ASSIGNED TASK
Restate the records that follow word for word. Omit the images.

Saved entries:
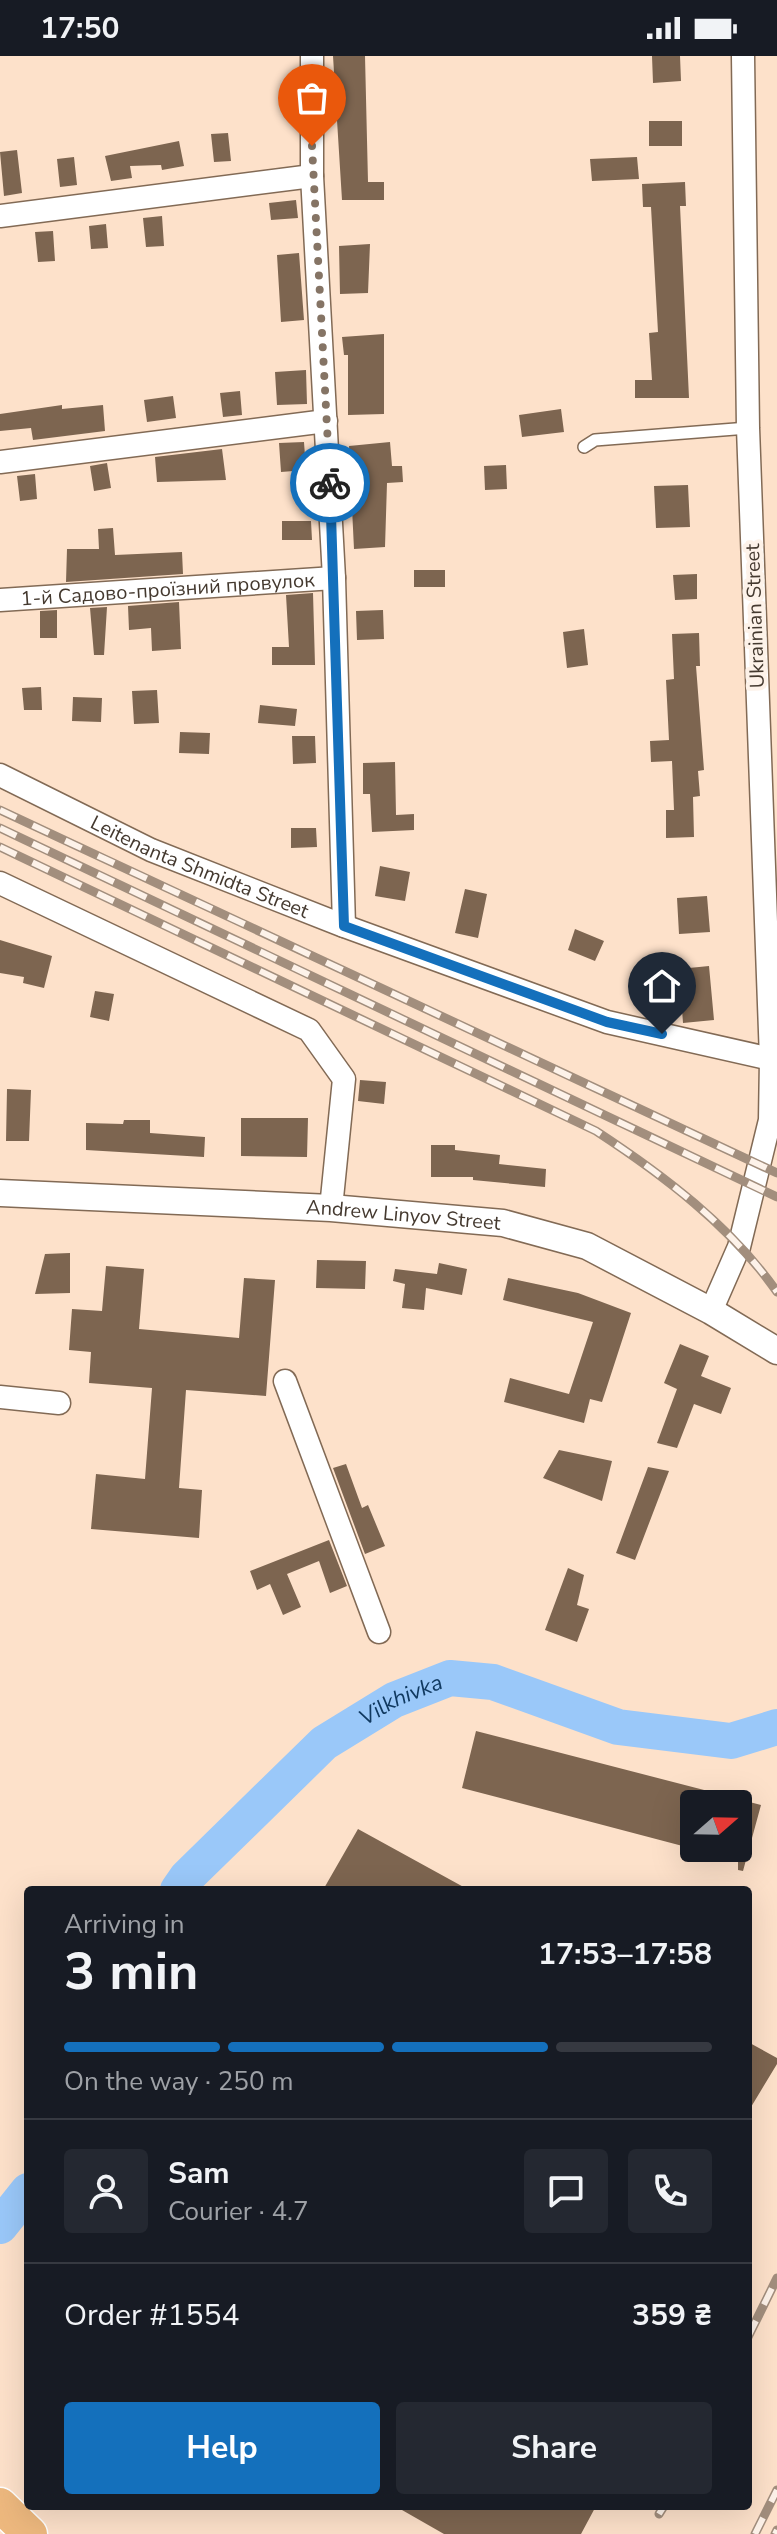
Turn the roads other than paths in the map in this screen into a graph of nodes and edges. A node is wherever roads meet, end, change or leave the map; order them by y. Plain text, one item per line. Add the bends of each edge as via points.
1 (312, 56) edge
2 (743, 56) edge
3 (312, 176) junction
4 (0, 216) edge
5 (326, 421) junction
6 (748, 428) junction
7 (584, 447) dead end
8 (0, 462) edge
9 (334, 578) junction
10 (0, 600) edge
11 (0, 775) edge
12 (0, 883) edge
13 (344, 926) junction
14 (771, 1059) junction
15 (0, 1193) edge
16 (331, 1208) junction
17 (711, 1311) junction
18 (777, 1351) edge
19 (285, 1381) dead end
20 (0, 1397) edge
21 (59, 1403) dead end
22 (379, 1632) dead end
23 (0, 2505) edge
24 (30, 2534) edge

1 - 3 street
2 - 6 street, Ukrainian Street
3 - 4 street
3 - 5 street
5 - 8 street
5 - 9 street
6 - 7 lane via 595,440
6 - 14 street, Ukrainian Street
9 - 10 street, 1-й Садово-проїзний провулок
9 - 13 street
11 - 13 street, Leitenanta Shmidta Street via 151,850
12 - 16 street via 309,1030 344,1079
13 - 14 street, Leitenanta Shmidta Street via 607,1022
14 - 17 street, Ukrainian Street via 770,1120 739,1247
15 - 16 street, Andrew Linyov Street
16 - 17 street, Andrew Linyov Street via 503,1223 559,1238 587,1246
17 - 18 street, Andrew Linyov Street
19 - 22 street
20 - 21 street
23 - 24 main road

RESPONSE AREA
Turn the roads other than paths in the map in this screen into a graph of nodes and edges. A node is wherever roads meet, end, change or leave the map; order them by y. Plain text, one item per line. Add the bends of each edge as via points.
1 (312, 56) edge
2 (743, 56) edge
3 (312, 176) junction
4 (0, 216) edge
5 (326, 421) junction
6 (748, 428) junction
7 (584, 447) dead end
8 (0, 462) edge
9 (334, 578) junction
10 (0, 600) edge
11 (0, 775) edge
12 (0, 883) edge
13 (344, 926) junction
14 (771, 1059) junction
15 (0, 1193) edge
16 (331, 1208) junction
17 (711, 1311) junction
18 (777, 1351) edge
19 (285, 1381) dead end
20 (0, 1397) edge
21 (59, 1403) dead end
22 (379, 1632) dead end
23 (0, 2505) edge
24 (30, 2534) edge

1 - 3 street
2 - 6 street, Ukrainian Street
3 - 4 street
3 - 5 street
5 - 8 street
5 - 9 street
6 - 7 lane via 595,440
6 - 14 street, Ukrainian Street
9 - 10 street, 1-й Садово-проїзний провулок
9 - 13 street
11 - 13 street, Leitenanta Shmidta Street via 151,850
12 - 16 street via 309,1030 344,1079
13 - 14 street, Leitenanta Shmidta Street via 607,1022
14 - 17 street, Ukrainian Street via 770,1120 739,1247
15 - 16 street, Andrew Linyov Street
16 - 17 street, Andrew Linyov Street via 503,1223 559,1238 587,1246
17 - 18 street, Andrew Linyov Street
19 - 22 street
20 - 21 street
23 - 24 main road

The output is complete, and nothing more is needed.